De outro, a Casa Civil aponta demora das Relações Institucionais na definição de prioridades para ocupação dessas funções.

A avaliação da classe política, no entanto, é que parte da demora faz parte da estratégia do Palácio do Planalto de aguardar as primeiras votações importantes no Congresso para liberar as indicações.

Um assessor palaciano lembra que a base ainda não foi submetida a uma prova de fogo no Legislativo para que o governo possa identificar aliados merecedores de um espaço na administração.

As críticas à articulação política na negociação pelas nomeações vão de partidos do centrão e de siglas que apoiaram Lula desde o primeiro turno até integrantes do próprio PT.

Além disso, partidos dizem que as mudanças de interlocutores de Lula para esse tipo de negociação também dificultam as articulações.
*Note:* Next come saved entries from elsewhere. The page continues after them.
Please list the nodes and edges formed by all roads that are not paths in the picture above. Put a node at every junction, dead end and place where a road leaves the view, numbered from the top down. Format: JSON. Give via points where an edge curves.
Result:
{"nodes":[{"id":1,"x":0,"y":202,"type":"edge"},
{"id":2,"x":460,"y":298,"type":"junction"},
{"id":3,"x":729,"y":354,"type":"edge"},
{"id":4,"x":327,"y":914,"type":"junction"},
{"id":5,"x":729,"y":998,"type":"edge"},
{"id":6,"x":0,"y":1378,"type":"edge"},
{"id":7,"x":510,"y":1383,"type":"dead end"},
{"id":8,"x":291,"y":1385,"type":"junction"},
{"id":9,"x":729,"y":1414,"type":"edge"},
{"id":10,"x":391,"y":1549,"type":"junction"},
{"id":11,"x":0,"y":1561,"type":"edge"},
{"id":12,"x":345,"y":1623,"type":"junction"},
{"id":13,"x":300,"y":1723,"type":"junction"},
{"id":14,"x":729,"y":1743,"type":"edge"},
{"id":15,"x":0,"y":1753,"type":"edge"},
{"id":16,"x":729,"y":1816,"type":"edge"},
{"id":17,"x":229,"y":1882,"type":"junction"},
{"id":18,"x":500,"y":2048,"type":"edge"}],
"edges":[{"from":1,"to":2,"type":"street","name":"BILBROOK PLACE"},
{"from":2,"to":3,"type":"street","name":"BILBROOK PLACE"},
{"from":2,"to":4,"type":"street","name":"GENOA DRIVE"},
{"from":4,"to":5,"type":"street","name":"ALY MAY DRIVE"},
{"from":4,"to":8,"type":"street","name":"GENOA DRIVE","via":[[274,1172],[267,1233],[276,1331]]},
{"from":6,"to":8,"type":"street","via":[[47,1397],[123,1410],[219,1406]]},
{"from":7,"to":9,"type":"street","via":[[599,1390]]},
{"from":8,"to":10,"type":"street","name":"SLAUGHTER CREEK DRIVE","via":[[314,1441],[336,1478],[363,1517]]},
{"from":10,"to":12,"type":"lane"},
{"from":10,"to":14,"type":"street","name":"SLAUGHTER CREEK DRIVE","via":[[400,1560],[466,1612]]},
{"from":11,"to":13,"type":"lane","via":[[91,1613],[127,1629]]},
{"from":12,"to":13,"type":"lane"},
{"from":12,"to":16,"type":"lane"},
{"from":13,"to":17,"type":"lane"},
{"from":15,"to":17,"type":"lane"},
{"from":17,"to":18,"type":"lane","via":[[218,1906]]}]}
Durante a campanha, a presidente do PT, Gleisi Hoffmann (PT), comandou as conversas com as legendas aliadas.

No governo, isso está a cargo de Alexandre Padilha, ministro da Secretaria de Relações Institucionais, que em conversas com aliados já disse desconhecer promessas feitas pela presidente de seu partido no período eleitoral.

O governo, por sua vez, se defende e diz que o atraso nas nomeações também ocorre por culpa da própria base. Os cargos federais nos estados, por exemplo, foram prometidos às bancadas estaduais do Legislativo. Segundo governistas, os parlamentares não conseguem chegar a um acordo e a falta de nomes de consenso atrapalha as indicações.

Além disso, há uma resistência em partidos do centrão com a ordem de Lula de manter cargos para partidos que eram base de Bolsonaro, mas trocar os indicados para não prejudicar o discurso presidencial de que é necessário “desbolsonarizar” o Executivo.